→ YOUR GOAL: For this exercise, transcribe all the entries exactly as given and omit the images.

(Records from a data source)

━━━━━━━━━━━━━━━━

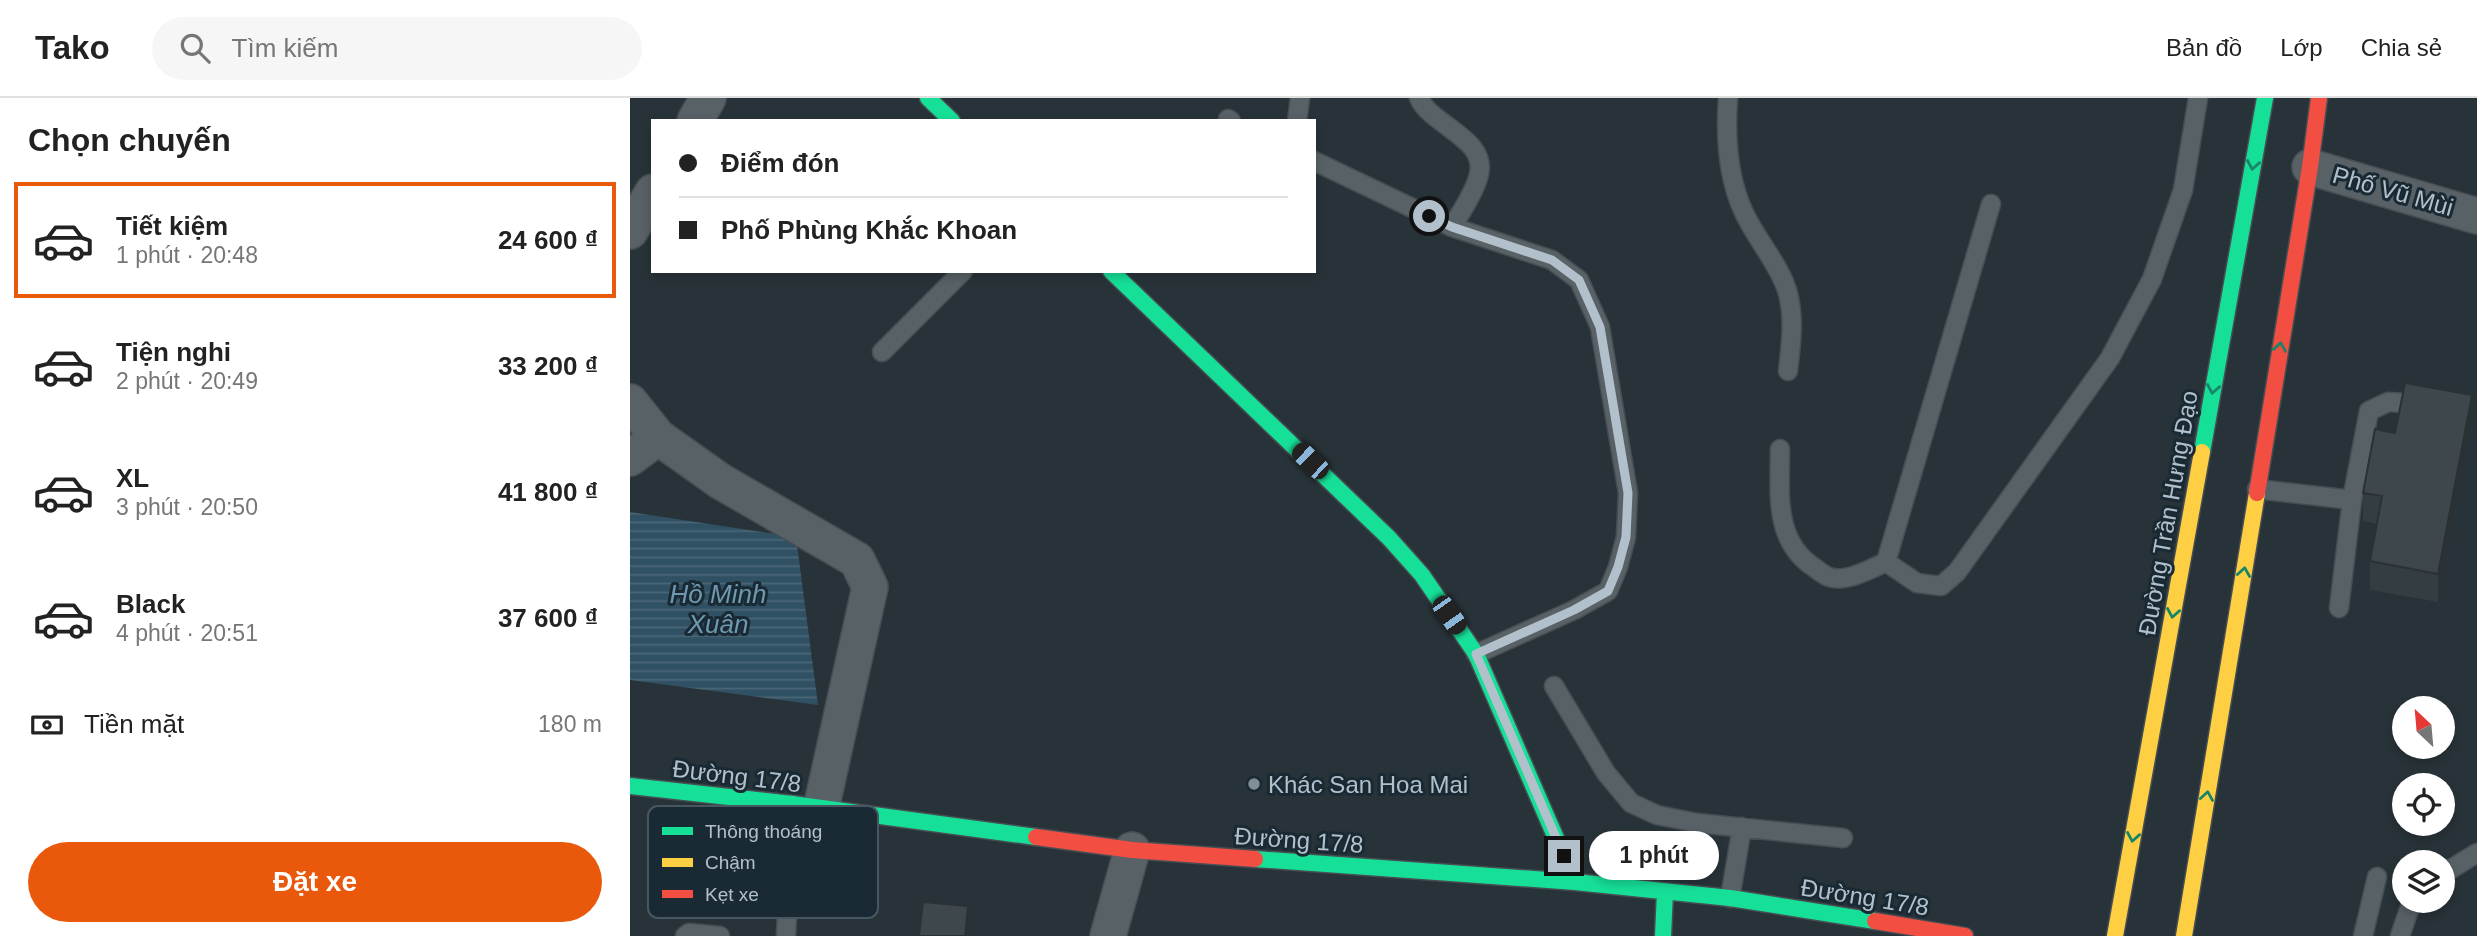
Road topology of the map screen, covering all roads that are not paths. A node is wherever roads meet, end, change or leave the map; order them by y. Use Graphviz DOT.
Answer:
graph roads {
  1 [pos="708,98"];
  2 [pos="928,98"];
  3 [pos="1300,98"];
  4 [pos="1419,98"];
  5 [pos="1728,98"];
  6 [pos="2198,98"];
  7 [pos="2265,98"];
  8 [pos="2319,98"];
  9 [pos="696,119"];
  10 [pos="950,119"];
  11 [pos="1297,119"];
  12 [pos="1316,162"];
  13 [pos="2310,167"];
  14 [pos="651,195"];
  15 [pos="1991,204"];
  16 [pos="2477,216"];
  17 [pos="1452,227"];
  18 [pos="630,231"];
  19 [pos="961,273"];
  20 [pos="1113,273"];
  21 [pos="882,352"];
  22 [pos="1788,371"];
  23 [pos="630,402"];
  24 [pos="2436,405"];
  25 [pos="658,437"];
  26 [pos="1780,449"];
  27 [pos="630,458"];
  28 [pos="2257,489"];
  29 [pos="2352,500"];
  30 [pos="1886,562"];
  31 [pos="2339,608"];
  32 [pos="1476,654"];
  33 [pos="1554,686"];
  34 [pos="630,786"];
  35 [pos="799,806"];
  36 [pos="807,806"];
  37 [pos="878,816"];
  38 [pos="1742,827"];
  39 [pos="1843,838"];
  40 [pos="1132,850"];
  41 [pos="2477,853"];
  42 [pos="2455,867"];
  43 [pos="2377,877"];
  44 [pos="1575,882"];
  45 [pos="1665,892"];
  46 [pos="1730,898"];
  47 [pos="2408,913"];
  48 [pos="789,918"];
  49 [pos="685,936"];
  50 [pos="720,936"];
  51 [pos="786,936"];
  52 [pos="1108,936"];
  53 [pos="1663,936"];
  54 [pos="1965,936"];
  55 [pos="2115,936"];
  56 [pos="2184,936"];
  57 [pos="2363,936"];
  58 [pos="2400,936"];
  1 -- 9 [label="street"];
  2 -- 10 [label="street"];
  3 -- 11 [label="lane"];
  4 -- 17 [label="lane"];
  5 -- 22 [label="lane"];
  6 -- 30 [label="lane"];
  7 -- 55 [label="street, Đường Trần Hưng Đạo, one-way"];
  8 -- 13 [label="street"];
  12 -- 17 [label="lane"];
  13 -- 16 [label="street, Phố Vũ Mùi"];
  28 -- 13 [label="street, one-way"];
  14 -- 18 [label="street"];
  15 -- 30 [label="lane"];
  17 -- 32 [label="lane"];
  19 -- 21 [label="lane"];
  20 -- 32 [label="street"];
  23 -- 25 [label="street"];
  24 -- 29 [label="lane"];
  25 -- 27 [label="street"];
  25 -- 36 [label="street"];
  26 -- 30 [label="lane"];
  28 -- 29 [label="lane"];
  56 -- 28 [label="street, one-way"];
  29 -- 31 [label="lane"];
  32 -- 44 [label="street"];
  33 -- 38 [label="lane"];
  34 -- 35 [label="street, Đường 17/8"];
  37 -- 40 [label="street, Đường 17/8"];
  38 -- 39 [label="lane"];
  38 -- 46 [label="lane"];
  40 -- 44 [label="street, Đường 17/8"];
  40 -- 52 [label="street"];
  41 -- 42 [label="lane"];
  43 -- 57 [label="lane"];
  44 -- 45 [label="street, Đường 17/8"];
  45 -- 46 [label="street, Đường 17/8"];
  45 -- 53 [label="street"];
  46 -- 54 [label="street, Đường 17/8"];
  47 -- 58 [label="lane"];
  48 -- 51 [label="lane"];
  49 -- 50 [label="lane"];
}
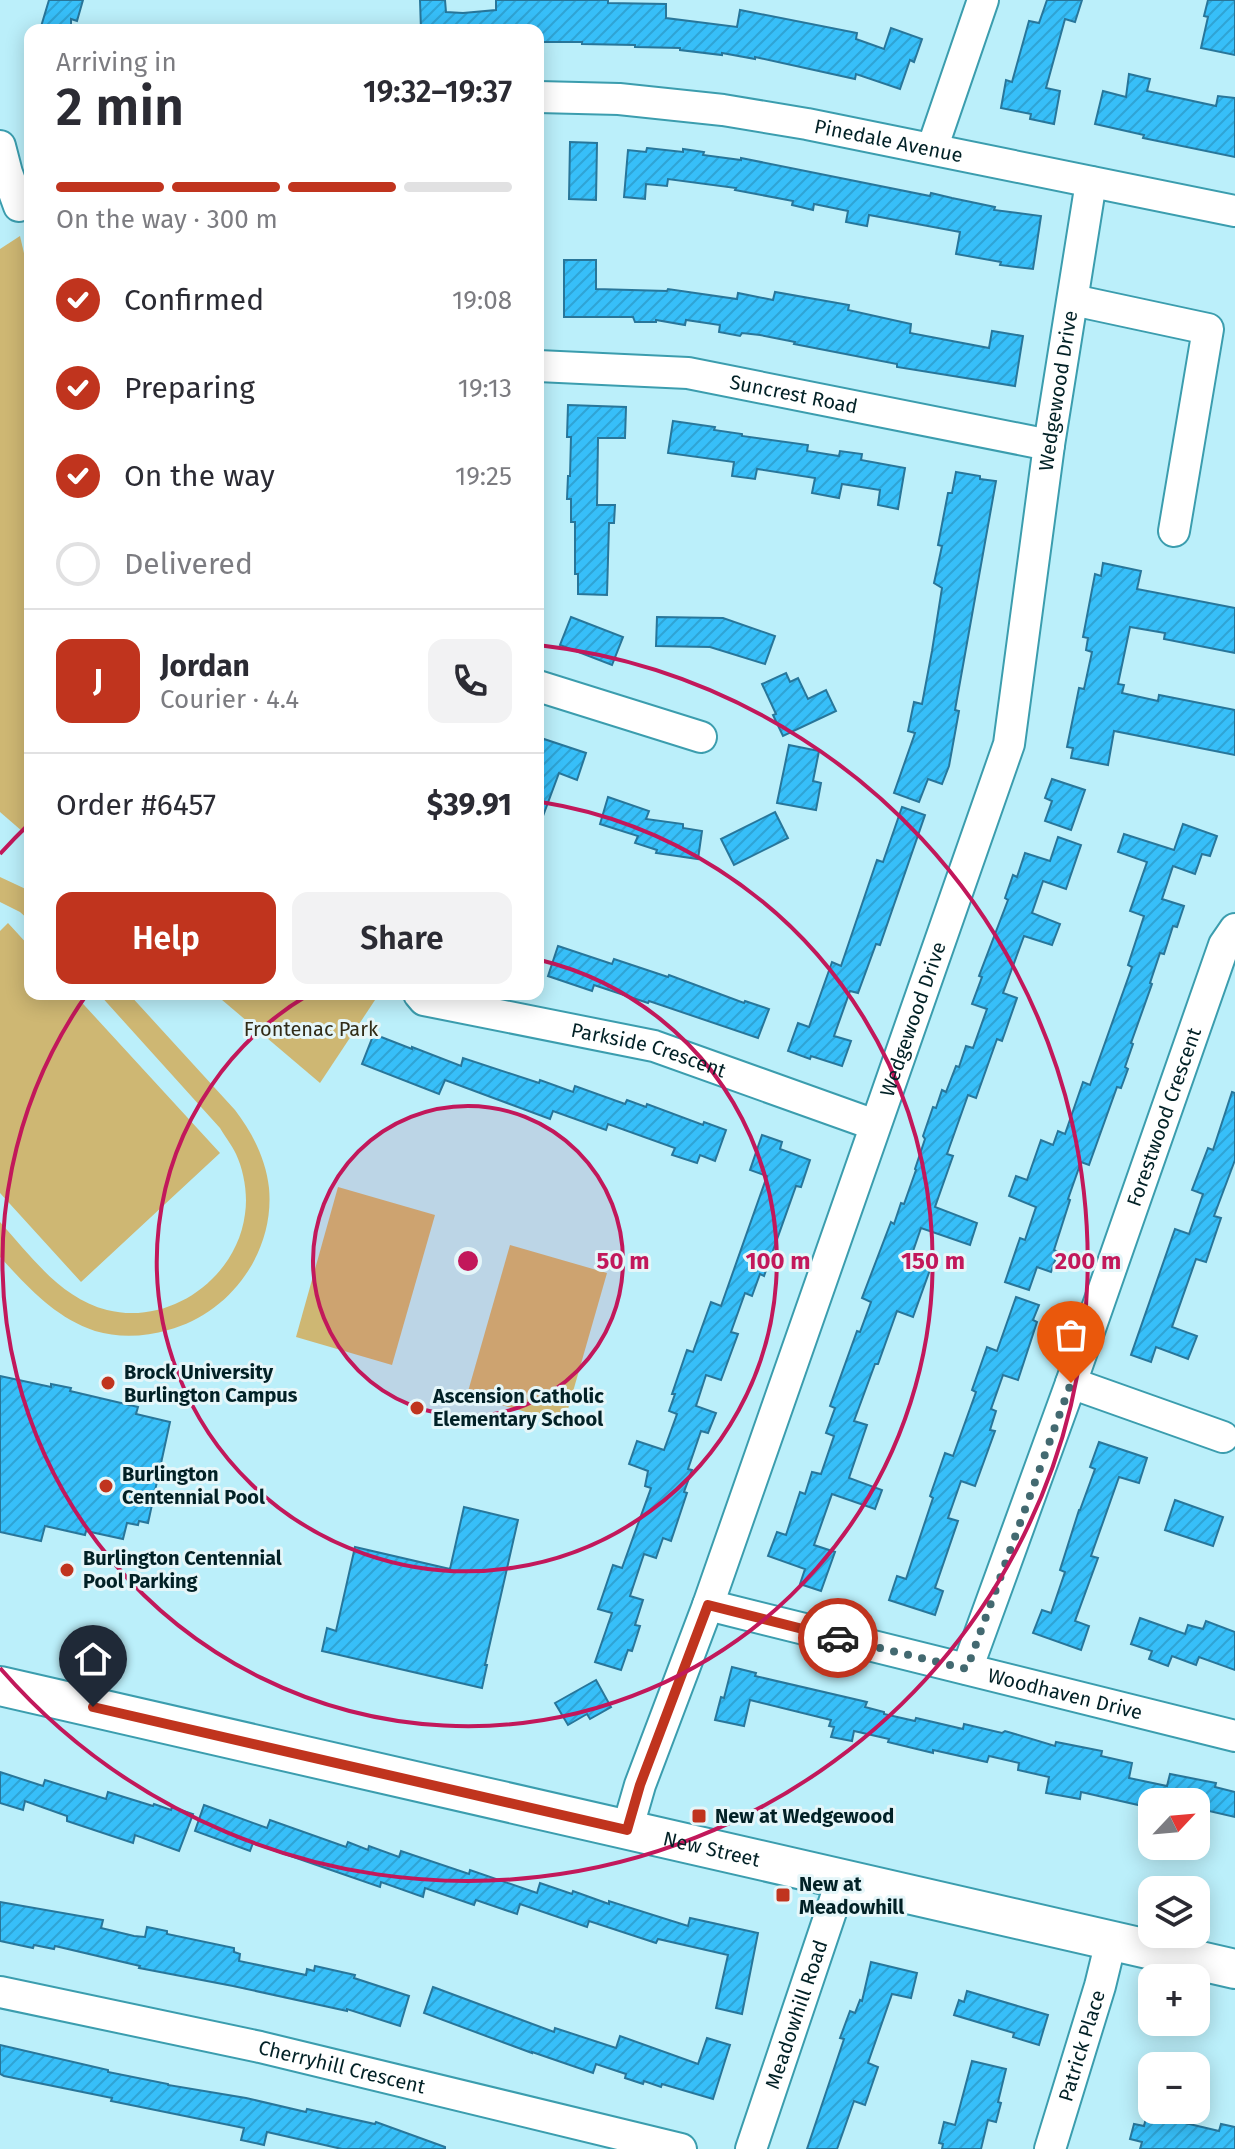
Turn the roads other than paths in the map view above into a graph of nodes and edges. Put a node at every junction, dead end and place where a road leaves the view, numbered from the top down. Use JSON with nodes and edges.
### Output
{"nodes":[{"id":1,"x":983,"y":0,"type":"edge"},
{"id":2,"x":544,"y":97,"type":"edge"},
{"id":3,"x":0,"y":146,"type":"edge"},
{"id":4,"x":932,"y":149,"type":"junction"},
{"id":5,"x":1091,"y":182,"type":"junction"},
{"id":6,"x":16,"y":207,"type":"edge"},
{"id":7,"x":1235,"y":211,"type":"edge"},
{"id":8,"x":1073,"y":300,"type":"junction"},
{"id":9,"x":1221,"y":332,"type":"edge"},
{"id":10,"x":544,"y":366,"type":"edge"},
{"id":11,"x":1049,"y":445,"type":"junction"},
{"id":12,"x":1174,"y":531,"type":"dead end"},
{"id":13,"x":544,"y":688,"type":"edge"},
{"id":14,"x":701,"y":737,"type":"dead end"},
{"id":15,"x":1235,"y":929,"type":"edge"},
{"id":16,"x":424,"y":1000,"type":"edge"},
{"id":17,"x":875,"y":1125,"type":"junction"},
{"id":18,"x":1071,"y":1383,"type":"junction"},
{"id":19,"x":1223,"y":1437,"type":"dead end"},
{"id":20,"x":708,"y":1605,"type":"junction"},
{"id":21,"x":967,"y":1669,"type":"junction"},
{"id":22,"x":0,"y":1686,"type":"edge"},
{"id":23,"x":1235,"y":1736,"type":"edge"},
{"id":24,"x":627,"y":1830,"type":"junction"},
{"id":25,"x":842,"y":1879,"type":"junction"},
{"id":26,"x":1111,"y":1941,"type":"junction"},
{"id":27,"x":1235,"y":1969,"type":"edge"},
{"id":28,"x":0,"y":1992,"type":"edge"},
{"id":29,"x":681,"y":2149,"type":"edge"},
{"id":30,"x":751,"y":2149,"type":"edge"},
{"id":31,"x":1050,"y":2149,"type":"edge"}],
"edges":[{"from":1,"to":4,"type":"street"},
{"from":2,"to":4,"type":"street","name":"Pinedale Avenue"},
{"from":3,"to":6,"type":"street"},
{"from":4,"to":5,"type":"street","name":"Pinedale Avenue"},
{"from":5,"to":7,"type":"street","name":"Pinedale Avenue"},
{"from":5,"to":8,"type":"street","name":"Wedgewood Drive"},
{"from":8,"to":9,"type":"street"},
{"from":8,"to":11,"type":"street","name":"Wedgewood Drive"},
{"from":9,"to":12,"type":"street"},
{"from":10,"to":11,"type":"street","name":"Suncrest Road"},
{"from":11,"to":17,"type":"street","name":"Wedgewood Drive"},
{"from":13,"to":14,"type":"street"},
{"from":15,"to":18,"type":"street","name":"Forestwood Crescent"},
{"from":16,"to":17,"type":"street","name":"Parkside Crescent"},
{"from":17,"to":20,"type":"street","name":"Wedgewood Drive"},
{"from":18,"to":19,"type":"street"},
{"from":18,"to":21,"type":"street","name":"Forestwood Crescent"},
{"from":20,"to":21,"type":"street","name":"Woodhaven Drive"},
{"from":20,"to":24,"type":"street","name":"Wedgewood Drive"},
{"from":21,"to":23,"type":"street","name":"Woodhaven Drive"},
{"from":22,"to":24,"type":"main road","name":"New Street"},
{"from":24,"to":25,"type":"main road","name":"New Street"},
{"from":25,"to":26,"type":"main road","name":"New Street"},
{"from":25,"to":30,"type":"street","name":"Meadowhill Road"},
{"from":26,"to":27,"type":"main road","name":"New Street"},
{"from":26,"to":31,"type":"street","name":"Patrick Place"},
{"from":28,"to":29,"type":"street","name":"Cherryhill Crescent"}]}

━━━━━━━━━━━━━━━━

→ SOLUTION TO THIS TASK:
Road topology of the map screen, covering all roads that are not paths. A node is wherever roads meet, end, change or leave the map; order them by y. Use Graphviz DOT.
Answer:
graph roads {
  1 [pos="708,98"];
  2 [pos="928,98"];
  3 [pos="1300,98"];
  4 [pos="1419,98"];
  5 [pos="1728,98"];
  6 [pos="2198,98"];
  7 [pos="2265,98"];
  8 [pos="2319,98"];
  9 [pos="696,119"];
  10 [pos="950,119"];
  11 [pos="1297,119"];
  12 [pos="1316,162"];
  13 [pos="2310,167"];
  14 [pos="651,195"];
  15 [pos="1991,204"];
  16 [pos="2477,216"];
  17 [pos="1452,227"];
  18 [pos="630,231"];
  19 [pos="961,273"];
  20 [pos="1113,273"];
  21 [pos="882,352"];
  22 [pos="1788,371"];
  23 [pos="630,402"];
  24 [pos="2436,405"];
  25 [pos="658,437"];
  26 [pos="1780,449"];
  27 [pos="630,458"];
  28 [pos="2257,489"];
  29 [pos="2352,500"];
  30 [pos="1886,562"];
  31 [pos="2339,608"];
  32 [pos="1476,654"];
  33 [pos="1554,686"];
  34 [pos="630,786"];
  35 [pos="799,806"];
  36 [pos="807,806"];
  37 [pos="878,816"];
  38 [pos="1742,827"];
  39 [pos="1843,838"];
  40 [pos="1132,850"];
  41 [pos="2477,853"];
  42 [pos="2455,867"];
  43 [pos="2377,877"];
  44 [pos="1575,882"];
  45 [pos="1665,892"];
  46 [pos="1730,898"];
  47 [pos="2408,913"];
  48 [pos="789,918"];
  49 [pos="685,936"];
  50 [pos="720,936"];
  51 [pos="786,936"];
  52 [pos="1108,936"];
  53 [pos="1663,936"];
  54 [pos="1965,936"];
  55 [pos="2115,936"];
  56 [pos="2184,936"];
  57 [pos="2363,936"];
  58 [pos="2400,936"];
  1 -- 9 [label="street"];
  2 -- 10 [label="street"];
  3 -- 11 [label="lane"];
  4 -- 17 [label="lane"];
  5 -- 22 [label="lane"];
  6 -- 30 [label="lane"];
  7 -- 55 [label="street, Đường Trần Hưng Đạo, one-way"];
  8 -- 13 [label="street"];
  12 -- 17 [label="lane"];
  13 -- 16 [label="street, Phố Vũ Mùi"];
  28 -- 13 [label="street, one-way"];
  14 -- 18 [label="street"];
  15 -- 30 [label="lane"];
  17 -- 32 [label="lane"];
  19 -- 21 [label="lane"];
  20 -- 32 [label="street"];
  23 -- 25 [label="street"];
  24 -- 29 [label="lane"];
  25 -- 27 [label="street"];
  25 -- 36 [label="street"];
  26 -- 30 [label="lane"];
  28 -- 29 [label="lane"];
  56 -- 28 [label="street, one-way"];
  29 -- 31 [label="lane"];
  32 -- 44 [label="street"];
  33 -- 38 [label="lane"];
  34 -- 35 [label="street, Đường 17/8"];
  37 -- 40 [label="street, Đường 17/8"];
  38 -- 39 [label="lane"];
  38 -- 46 [label="lane"];
  40 -- 44 [label="street, Đường 17/8"];
  40 -- 52 [label="street"];
  41 -- 42 [label="lane"];
  43 -- 57 [label="lane"];
  44 -- 45 [label="street, Đường 17/8"];
  45 -- 46 [label="street, Đường 17/8"];
  45 -- 53 [label="street"];
  46 -- 54 [label="street, Đường 17/8"];
  47 -- 58 [label="lane"];
  48 -- 51 [label="lane"];
  49 -- 50 [label="lane"];
}
Turn the roads other than paths in the map view above into a graph of nodes and edges. Put a node at every junction, dead end and place where a road leaves the view, numbered from the top down. Use JSON with nodes and edges.
### Output
{"nodes":[{"id":1,"x":983,"y":0,"type":"edge"},
{"id":2,"x":544,"y":97,"type":"edge"},
{"id":3,"x":0,"y":146,"type":"edge"},
{"id":4,"x":932,"y":149,"type":"junction"},
{"id":5,"x":1091,"y":182,"type":"junction"},
{"id":6,"x":16,"y":207,"type":"edge"},
{"id":7,"x":1235,"y":211,"type":"edge"},
{"id":8,"x":1073,"y":300,"type":"junction"},
{"id":9,"x":1221,"y":332,"type":"edge"},
{"id":10,"x":544,"y":366,"type":"edge"},
{"id":11,"x":1049,"y":445,"type":"junction"},
{"id":12,"x":1174,"y":531,"type":"dead end"},
{"id":13,"x":544,"y":688,"type":"edge"},
{"id":14,"x":701,"y":737,"type":"dead end"},
{"id":15,"x":1235,"y":929,"type":"edge"},
{"id":16,"x":424,"y":1000,"type":"edge"},
{"id":17,"x":875,"y":1125,"type":"junction"},
{"id":18,"x":1071,"y":1383,"type":"junction"},
{"id":19,"x":1223,"y":1437,"type":"dead end"},
{"id":20,"x":708,"y":1605,"type":"junction"},
{"id":21,"x":967,"y":1669,"type":"junction"},
{"id":22,"x":0,"y":1686,"type":"edge"},
{"id":23,"x":1235,"y":1736,"type":"edge"},
{"id":24,"x":627,"y":1830,"type":"junction"},
{"id":25,"x":842,"y":1879,"type":"junction"},
{"id":26,"x":1111,"y":1941,"type":"junction"},
{"id":27,"x":1235,"y":1969,"type":"edge"},
{"id":28,"x":0,"y":1992,"type":"edge"},
{"id":29,"x":681,"y":2149,"type":"edge"},
{"id":30,"x":751,"y":2149,"type":"edge"},
{"id":31,"x":1050,"y":2149,"type":"edge"}],
"edges":[{"from":1,"to":4,"type":"street"},
{"from":2,"to":4,"type":"street","name":"Pinedale Avenue"},
{"from":3,"to":6,"type":"street"},
{"from":4,"to":5,"type":"street","name":"Pinedale Avenue"},
{"from":5,"to":7,"type":"street","name":"Pinedale Avenue"},
{"from":5,"to":8,"type":"street","name":"Wedgewood Drive"},
{"from":8,"to":9,"type":"street"},
{"from":8,"to":11,"type":"street","name":"Wedgewood Drive"},
{"from":9,"to":12,"type":"street"},
{"from":10,"to":11,"type":"street","name":"Suncrest Road"},
{"from":11,"to":17,"type":"street","name":"Wedgewood Drive"},
{"from":13,"to":14,"type":"street"},
{"from":15,"to":18,"type":"street","name":"Forestwood Crescent"},
{"from":16,"to":17,"type":"street","name":"Parkside Crescent"},
{"from":17,"to":20,"type":"street","name":"Wedgewood Drive"},
{"from":18,"to":19,"type":"street"},
{"from":18,"to":21,"type":"street","name":"Forestwood Crescent"},
{"from":20,"to":21,"type":"street","name":"Woodhaven Drive"},
{"from":20,"to":24,"type":"street","name":"Wedgewood Drive"},
{"from":21,"to":23,"type":"street","name":"Woodhaven Drive"},
{"from":22,"to":24,"type":"main road","name":"New Street"},
{"from":24,"to":25,"type":"main road","name":"New Street"},
{"from":25,"to":26,"type":"main road","name":"New Street"},
{"from":25,"to":30,"type":"street","name":"Meadowhill Road"},
{"from":26,"to":27,"type":"main road","name":"New Street"},
{"from":26,"to":31,"type":"street","name":"Patrick Place"},
{"from":28,"to":29,"type":"street","name":"Cherryhill Crescent"}]}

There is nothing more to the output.